Pavel Yermolenko wrote:
According to page address, that contains suffix jsp after last point '.', it
seems to be JSP page.
Also the syntax of the content of the page correspond to syntax of a JSP page.
When I type such address in browser, the jsp-code is executed on server side
and return to client some content. This content launches Acrobat reader that
visualize .pdf content in browser client window.
When I visualize the source, I can see this content - it looks like javascript.
Here is the 1st line of this content.
<script type="text/javascript"
src="http://"portal_name"/assets/vendor/jquery/jquery.js?cv=20150325_120000"
charset="utf-8"></script>
Also inside this content I can find the actual link to .pdf file.
Concerning copyright, my actions are perfectly legal: I have access to these
documents because my university subscribed to this portal.
When I download article with browser, IP address is recognized and corresponding message
"Bought by 'university_name'" is displayed on the top of page.
The problem with web-based downloading - it's very long; in contrast,
programming downloading allow accelerate considerably access to articles.

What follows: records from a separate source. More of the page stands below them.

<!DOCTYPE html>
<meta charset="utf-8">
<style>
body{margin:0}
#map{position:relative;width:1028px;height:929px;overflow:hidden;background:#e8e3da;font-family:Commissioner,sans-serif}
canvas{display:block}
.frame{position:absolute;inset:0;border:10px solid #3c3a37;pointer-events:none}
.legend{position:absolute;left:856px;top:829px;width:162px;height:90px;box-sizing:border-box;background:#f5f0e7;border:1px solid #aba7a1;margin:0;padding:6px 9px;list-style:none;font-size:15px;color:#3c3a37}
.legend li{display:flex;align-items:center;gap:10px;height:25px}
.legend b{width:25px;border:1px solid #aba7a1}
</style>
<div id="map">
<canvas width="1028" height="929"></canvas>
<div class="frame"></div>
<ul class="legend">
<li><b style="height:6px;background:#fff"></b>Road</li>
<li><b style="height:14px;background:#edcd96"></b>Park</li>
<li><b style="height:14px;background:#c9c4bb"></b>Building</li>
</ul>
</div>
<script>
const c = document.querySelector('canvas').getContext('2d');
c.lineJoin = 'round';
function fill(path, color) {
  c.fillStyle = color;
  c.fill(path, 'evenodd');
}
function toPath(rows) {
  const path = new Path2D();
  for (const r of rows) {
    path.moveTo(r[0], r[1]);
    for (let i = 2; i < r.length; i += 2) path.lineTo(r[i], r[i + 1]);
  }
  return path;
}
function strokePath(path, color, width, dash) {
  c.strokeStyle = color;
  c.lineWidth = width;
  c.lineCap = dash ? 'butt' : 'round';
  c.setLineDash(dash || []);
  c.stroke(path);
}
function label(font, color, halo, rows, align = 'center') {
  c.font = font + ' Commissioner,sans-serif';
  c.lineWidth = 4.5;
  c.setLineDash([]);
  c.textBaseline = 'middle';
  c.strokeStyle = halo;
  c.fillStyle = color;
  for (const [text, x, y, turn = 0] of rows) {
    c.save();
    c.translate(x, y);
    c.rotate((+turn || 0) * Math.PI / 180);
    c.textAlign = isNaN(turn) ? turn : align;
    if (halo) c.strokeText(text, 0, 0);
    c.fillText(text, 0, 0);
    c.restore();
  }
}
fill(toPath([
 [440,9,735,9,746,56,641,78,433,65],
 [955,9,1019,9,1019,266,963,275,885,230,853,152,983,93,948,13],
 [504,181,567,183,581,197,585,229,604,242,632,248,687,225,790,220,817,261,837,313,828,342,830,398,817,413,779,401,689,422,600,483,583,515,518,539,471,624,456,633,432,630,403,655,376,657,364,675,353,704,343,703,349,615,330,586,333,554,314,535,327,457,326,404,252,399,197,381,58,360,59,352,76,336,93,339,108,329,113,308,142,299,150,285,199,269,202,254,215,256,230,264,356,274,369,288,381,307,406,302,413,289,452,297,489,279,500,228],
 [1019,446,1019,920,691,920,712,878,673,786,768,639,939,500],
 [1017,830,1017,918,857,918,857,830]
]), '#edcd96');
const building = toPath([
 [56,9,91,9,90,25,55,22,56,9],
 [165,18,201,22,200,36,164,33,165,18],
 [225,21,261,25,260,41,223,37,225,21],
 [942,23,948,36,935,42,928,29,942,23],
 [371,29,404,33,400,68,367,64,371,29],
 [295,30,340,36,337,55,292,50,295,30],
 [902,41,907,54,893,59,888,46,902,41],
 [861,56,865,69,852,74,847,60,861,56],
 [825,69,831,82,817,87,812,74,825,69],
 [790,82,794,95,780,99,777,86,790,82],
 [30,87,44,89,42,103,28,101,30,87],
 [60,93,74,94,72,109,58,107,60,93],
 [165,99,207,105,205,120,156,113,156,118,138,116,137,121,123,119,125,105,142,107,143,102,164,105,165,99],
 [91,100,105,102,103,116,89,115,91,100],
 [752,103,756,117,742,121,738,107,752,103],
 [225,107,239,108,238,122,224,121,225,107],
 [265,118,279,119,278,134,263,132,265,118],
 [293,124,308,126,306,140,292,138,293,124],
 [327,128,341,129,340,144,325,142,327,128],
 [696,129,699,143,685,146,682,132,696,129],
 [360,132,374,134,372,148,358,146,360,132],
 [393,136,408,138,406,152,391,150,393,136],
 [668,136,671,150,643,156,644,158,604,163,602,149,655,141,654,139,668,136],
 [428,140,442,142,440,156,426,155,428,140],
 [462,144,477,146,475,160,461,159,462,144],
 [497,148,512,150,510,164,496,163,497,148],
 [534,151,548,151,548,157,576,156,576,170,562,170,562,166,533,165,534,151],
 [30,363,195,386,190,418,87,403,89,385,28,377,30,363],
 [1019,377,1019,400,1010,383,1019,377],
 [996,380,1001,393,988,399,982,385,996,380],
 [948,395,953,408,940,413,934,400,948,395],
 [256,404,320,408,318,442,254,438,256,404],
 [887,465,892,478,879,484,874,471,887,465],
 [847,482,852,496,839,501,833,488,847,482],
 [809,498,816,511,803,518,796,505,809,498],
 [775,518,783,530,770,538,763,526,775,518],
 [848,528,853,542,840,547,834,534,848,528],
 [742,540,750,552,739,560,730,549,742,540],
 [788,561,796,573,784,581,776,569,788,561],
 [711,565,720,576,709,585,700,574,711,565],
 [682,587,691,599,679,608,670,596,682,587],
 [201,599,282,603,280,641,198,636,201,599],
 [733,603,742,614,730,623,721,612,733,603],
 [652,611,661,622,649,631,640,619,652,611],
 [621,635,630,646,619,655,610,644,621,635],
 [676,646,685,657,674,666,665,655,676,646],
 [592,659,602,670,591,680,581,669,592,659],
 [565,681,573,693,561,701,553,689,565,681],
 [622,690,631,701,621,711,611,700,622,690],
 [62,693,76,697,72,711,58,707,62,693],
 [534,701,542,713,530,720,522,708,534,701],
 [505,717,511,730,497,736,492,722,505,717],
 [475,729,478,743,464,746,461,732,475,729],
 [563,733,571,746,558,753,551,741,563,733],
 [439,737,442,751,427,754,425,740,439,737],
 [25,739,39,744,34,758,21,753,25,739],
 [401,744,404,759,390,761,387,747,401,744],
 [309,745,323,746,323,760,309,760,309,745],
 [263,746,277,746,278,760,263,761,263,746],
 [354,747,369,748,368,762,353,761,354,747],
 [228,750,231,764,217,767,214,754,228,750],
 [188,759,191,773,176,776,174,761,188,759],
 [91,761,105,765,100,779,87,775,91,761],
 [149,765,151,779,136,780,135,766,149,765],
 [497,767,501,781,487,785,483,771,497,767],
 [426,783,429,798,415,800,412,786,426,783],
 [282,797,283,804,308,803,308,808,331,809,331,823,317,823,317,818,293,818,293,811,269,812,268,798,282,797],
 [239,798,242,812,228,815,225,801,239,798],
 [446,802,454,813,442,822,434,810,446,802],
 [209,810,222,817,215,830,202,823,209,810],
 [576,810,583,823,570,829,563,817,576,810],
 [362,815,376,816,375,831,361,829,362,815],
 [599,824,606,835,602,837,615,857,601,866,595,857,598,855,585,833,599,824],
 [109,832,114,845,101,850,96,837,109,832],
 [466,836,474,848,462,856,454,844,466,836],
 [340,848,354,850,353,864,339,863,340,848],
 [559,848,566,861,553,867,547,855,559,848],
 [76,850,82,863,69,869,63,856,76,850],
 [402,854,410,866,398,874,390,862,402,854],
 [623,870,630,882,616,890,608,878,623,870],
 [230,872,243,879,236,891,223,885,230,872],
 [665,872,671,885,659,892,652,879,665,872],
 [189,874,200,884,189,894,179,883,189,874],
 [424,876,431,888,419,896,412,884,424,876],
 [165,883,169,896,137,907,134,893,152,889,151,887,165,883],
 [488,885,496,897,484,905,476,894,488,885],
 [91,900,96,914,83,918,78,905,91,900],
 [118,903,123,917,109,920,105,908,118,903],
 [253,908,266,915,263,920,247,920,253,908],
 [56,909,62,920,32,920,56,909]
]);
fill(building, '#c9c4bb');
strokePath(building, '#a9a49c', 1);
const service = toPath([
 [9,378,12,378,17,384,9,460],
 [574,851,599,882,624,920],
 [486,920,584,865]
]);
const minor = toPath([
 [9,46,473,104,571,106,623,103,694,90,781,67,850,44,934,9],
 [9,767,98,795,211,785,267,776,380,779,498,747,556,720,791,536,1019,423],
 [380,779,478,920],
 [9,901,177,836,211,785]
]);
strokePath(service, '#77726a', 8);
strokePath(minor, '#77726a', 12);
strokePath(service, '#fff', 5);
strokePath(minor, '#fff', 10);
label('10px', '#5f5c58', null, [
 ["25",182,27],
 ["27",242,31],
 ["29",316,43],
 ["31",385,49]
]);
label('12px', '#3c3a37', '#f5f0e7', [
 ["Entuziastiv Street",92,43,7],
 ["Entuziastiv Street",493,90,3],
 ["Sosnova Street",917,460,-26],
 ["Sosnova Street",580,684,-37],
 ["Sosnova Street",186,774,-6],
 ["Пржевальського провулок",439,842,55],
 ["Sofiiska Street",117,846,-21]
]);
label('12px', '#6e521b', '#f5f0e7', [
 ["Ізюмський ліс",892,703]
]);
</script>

Ok then, I'll take you at your word.
From what you are saying above, the piece of code which actually downloads the PDF seems
to be a *javascipt* function. javascript is another programming language, totally
distinct from Java.
This seems to have nothing to do with Tomcat per se, not even with Java.
So I do not believe that it is appropriate to continue this discussion on the Tomcat Users
list, but if you contact me off-list, I can give you some tips, because this kind of thing
happens to be right into my own area of expertise.
Shortly :
What you are trying to do is very complex, much more complex than what you may believe at
first. So if you do not have a lot of time and/or a big budget for doing this, my first
recommendation would be : "give it up".
My second recommendation would be to examine this site carefully, or contact the people
responsible for the website, to see if they do not offer an API (for example, a web
service) to download documents. Quite a few such publisher websites do offer that (but
then, quite a few also don't). The bigger ones (like Springer, Elsevier, Wiley etc..)

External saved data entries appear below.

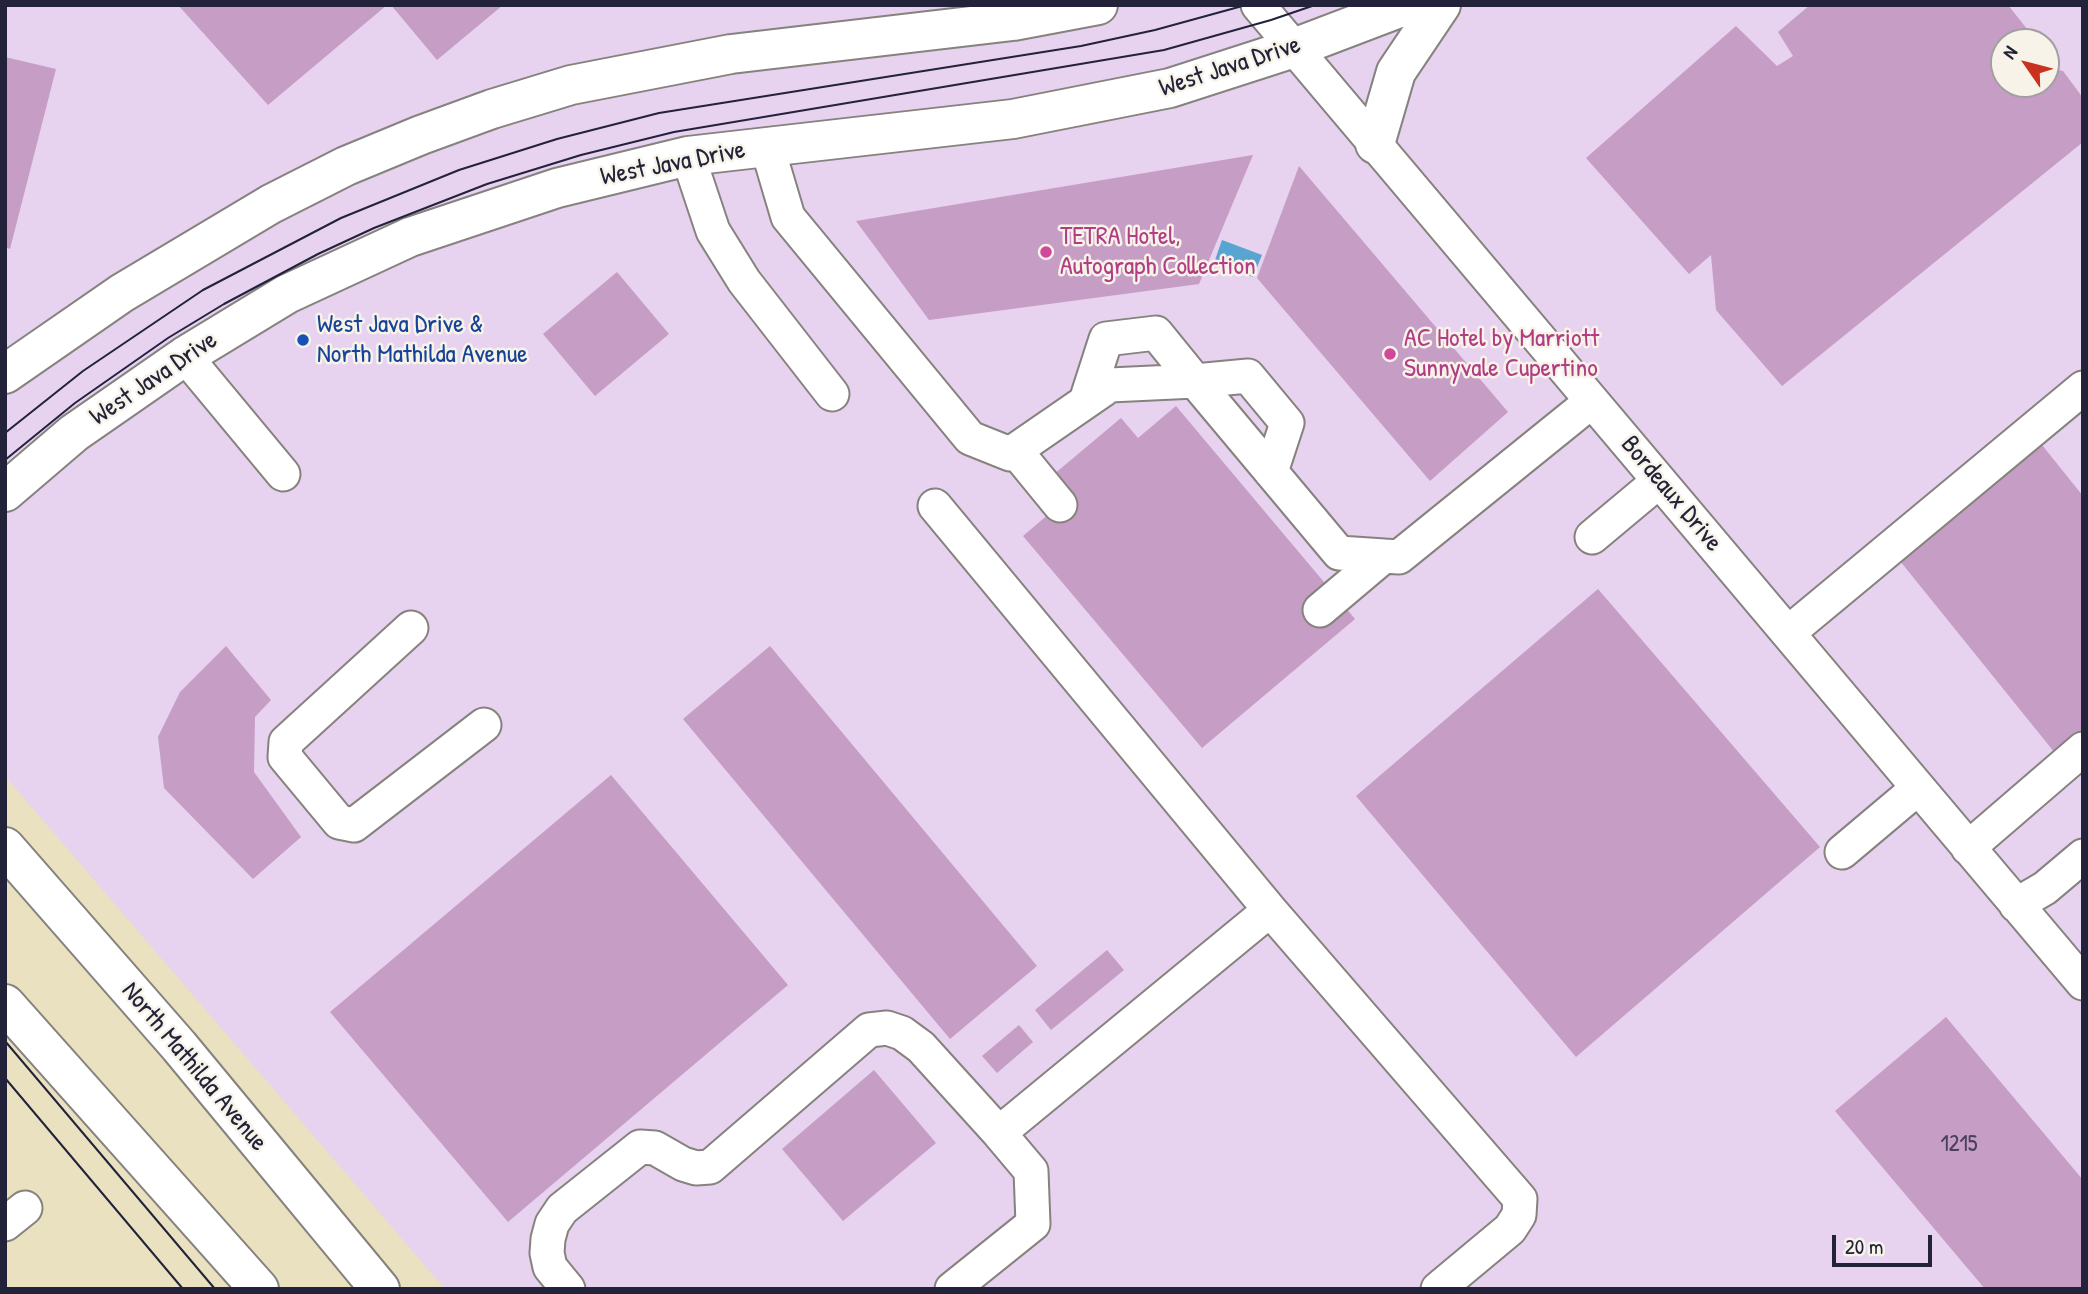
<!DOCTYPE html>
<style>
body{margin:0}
#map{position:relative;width:2088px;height:1294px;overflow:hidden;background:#eae1c0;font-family:"Patrick Hand",sans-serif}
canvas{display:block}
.frame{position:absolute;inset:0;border:7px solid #22223b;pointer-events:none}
.north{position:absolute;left:1990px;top:28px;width:70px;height:70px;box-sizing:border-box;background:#f7f3e8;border:2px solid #a29fa3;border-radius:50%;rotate:305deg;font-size:19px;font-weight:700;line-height:28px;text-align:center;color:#22223b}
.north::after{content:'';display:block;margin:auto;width:24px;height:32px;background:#c8321e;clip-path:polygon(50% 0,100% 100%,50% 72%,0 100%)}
.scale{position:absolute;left:1832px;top:1235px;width:100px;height:32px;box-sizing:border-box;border:4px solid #22223b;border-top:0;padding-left:9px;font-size:21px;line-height:24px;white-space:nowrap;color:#22223b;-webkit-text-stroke:5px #f7f3e8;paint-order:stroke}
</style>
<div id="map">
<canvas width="2088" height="1294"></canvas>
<div class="frame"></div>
<div class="north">N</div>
<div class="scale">20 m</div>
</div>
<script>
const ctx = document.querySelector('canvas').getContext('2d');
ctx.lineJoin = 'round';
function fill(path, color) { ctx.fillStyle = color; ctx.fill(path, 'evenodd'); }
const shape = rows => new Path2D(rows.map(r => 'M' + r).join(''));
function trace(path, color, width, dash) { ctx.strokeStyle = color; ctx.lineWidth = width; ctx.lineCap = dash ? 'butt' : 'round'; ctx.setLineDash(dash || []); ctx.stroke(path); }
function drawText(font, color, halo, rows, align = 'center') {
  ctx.font = font + ' "Patrick Hand",sans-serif'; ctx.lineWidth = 5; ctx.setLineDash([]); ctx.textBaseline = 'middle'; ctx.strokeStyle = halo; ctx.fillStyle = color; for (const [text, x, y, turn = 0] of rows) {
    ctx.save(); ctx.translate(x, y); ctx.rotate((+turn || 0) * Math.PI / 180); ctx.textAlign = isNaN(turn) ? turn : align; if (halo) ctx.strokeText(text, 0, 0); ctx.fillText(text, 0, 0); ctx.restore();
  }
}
fill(shape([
 [5,5,2083,5,2083,1289,445,1289,5,776],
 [2004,42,2046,42,2046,84,2004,84]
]), '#e7d2ef');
fill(shape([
 [1222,240,1262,255,1253,277,1214,263]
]), '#59a5d2');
fill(shape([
 [178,5,387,5,268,105],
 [391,5,503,5,437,60],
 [1810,5,2008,5,2031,34,2019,42,2004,42,2004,52,1999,55,2004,56,2004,84,2046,84,2046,67,2063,71,2083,98,2083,142,1782,386,1716,310,1711,255,1689,274,1586,158,1736,26,1777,66,1793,56,1778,32],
 [5,57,56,69,10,249,5,247],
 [1253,155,1199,284,929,320,856,221],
 [1299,166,1508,412,1430,481,1257,278],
 [617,272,669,334,595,396,543,334],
 [1176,406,1355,619,1202,748,1023,536,1070,496,1053,475,1121,418,1138,438],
 [2038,440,2083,496,2083,738,2059,758,1896,556],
 [1598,589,1820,847,1576,1057,1356,796],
 [226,646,271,700,255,717,254,772,301,837,253,879,164,788,158,737,180,692],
 [770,646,1037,966,950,1039,683,719],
 [611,775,788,985,508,1222,330,1012],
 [1107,950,1124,970,1051,1030,1035,1010],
 [1946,1017,2083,1180,2083,1289,1985,1289,1835,1111],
 [1019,1025,1033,1042,997,1073,982,1056],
 [874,1070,936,1143,843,1221,782,1149]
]), '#c69dc4');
const minor = shape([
 [1258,5,2083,983],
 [767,146,788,217,970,438,1010,454,1110,385,1195,381,1339,553,1399,557,1592,401],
 [688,156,713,231,744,281,832,394],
 [185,356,283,474],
 [1086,401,1106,339,1156,333,1195,381,1248,376,1287,423,1271,472],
 [1015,450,1060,505],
 [935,506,1270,910,999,1133,1031,1171,1033,1224,952,1289],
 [1592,537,1659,481],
 [1320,610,1384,556],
 [411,628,286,742,285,757,339,822,354,825,484,725],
 [1788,633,2083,388],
 [1968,848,2083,749],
 [1842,852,1918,788],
 [2016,905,2045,888,2083,856],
 [1270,910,1520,1199,1519,1215,1510,1229,1438,1289],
 [5,1224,25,1208],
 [568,1289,550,1267,547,1253,548,1239,552,1224,562,1209,640,1147,655,1148,683,1164,696,1168,710,1167,869,1030,887,1028,902,1033,921,1047,999,1133]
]);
const major = shape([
 [1375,144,1396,72,1441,5],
 [5,374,122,293,271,204,346,166,421,135,492,109,571,85,731,54,1013,21,1098,5],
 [5,492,74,433,185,356,287,294,410,237,557,188,688,156,1013,119,1170,88,1294,48,1407,5],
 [5,847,179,1046,380,1289],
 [5,1004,259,1289]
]);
trace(minor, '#86827e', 37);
trace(major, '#86827e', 42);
trace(minor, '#fff', 33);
trace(major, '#fff', 38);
trace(shape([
 [5,433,83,371,203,290,341,218,459,170,557,139,659,113,1081,46,1155,30,1246,5],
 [5,460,75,403,168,338,224,304,318,254,374,228,487,184,581,155,674,132,1164,50,1271,20,1315,5],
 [5,1041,215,1289],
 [5,1078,183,1289]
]), '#22223b', 2);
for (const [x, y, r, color] of [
 [1046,252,7,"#d1479c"],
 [303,340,7,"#1a4fb4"],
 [1390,354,7,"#d1479c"]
]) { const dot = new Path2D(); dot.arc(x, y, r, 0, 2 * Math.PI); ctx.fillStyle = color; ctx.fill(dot); trace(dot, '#f7f3e8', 2.5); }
drawText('23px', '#4b415d', null, [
 ["1215",1959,1145]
]);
drawText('26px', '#22223b', '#f7f3e8', [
 ["West Java Drive",1230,67,-18],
 ["West Java Drive",673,164,-11],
 ["West Java Drive",154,379,-34],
 ["Bordeaux Drive",1671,494,50],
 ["North Mathilda Avenue",194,1067,50]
]);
drawText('26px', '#b23c85', '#f7f3e8', [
 ["TETRA Hotel,",1060,237],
 ["Autograph Collection",1060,267],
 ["AC Hotel by Marriott",1404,339],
 ["Sunnyvale Cupertino",1404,369]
], 'left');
drawText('26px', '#164399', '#f7f3e8', [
 ["West Java Drive &",317,325],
 ["North Mathilda Avenue",317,355]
], 'left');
</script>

generally do offer an API of some sort.
The problem with trying to analyse HTML pages which you download, to extract some specific
content, is that it puts you at the mercy of even the smallest changes that these people
may make to their website logic, which is made for human viewers, not for programs.
So in the end whatever clever programming you do, tends to become a nightmare in terms of
reliability and maintenance. (Note that even the sites which offer an API can be
problematic also, but much less so than HTML pages).
Regards
Pavel.
-----Original Message-----
From: André Warnier [mailto:a...@ice-sa.com]
Sent: vendredi 27 mars 2015 23:20
To: Tomcat Users List
Subject: Re: JSP page exploration scenario
Pavel Yermolenko wrote:
Hello André,
Why do you make it so complicated ?
Why do you not just request the link to the JSP page ? does that not return the
PDF file that you want ?
JSP page doesn't include link to .pdf.
When I "execute" such JSP page in browser (e.g. Chrome) and then see its
source, the link on .pdf does present.
What you propose works perfectly with "ordinary" pages, not with JSP.
Are you not confusing "Java applets" with "JSP pages" here ? The original meaning of JSP is
"Java Server Pages", with the word "Server" meaning that whatever execution there is, is on the
server side.
In other words, by the time the page gets to your browser, it should not contain any
"JSP code" anymore. The JSP code will have been run on the server side, and
been transformed into HTML or whatever, before it is even sent to the browser.
On the other hand, if a page contains Java Applets, these Applets will be
executed on the client/browser side, by a local JVM.
Following up on that same line, and with a lot of imagination thrown in, if
your purpose is to simulate what a local Java Applet does, to download a PDF
from the server and open it, then what you need is a protocol analyser, that
shows what goes on between the local Java Applet and the server in question,
and /that/ is what you need to simulate.
Not that I encourage you along these lines. Presumably, if someone went
through the trouble of building a website in that way, they probably do not
want people to just download their documents without going through the applet.
Ever heard of "copyright" for documents ? If not, I kindly suggest that you
seriously investigate the matter, before you even make further trials along those lines.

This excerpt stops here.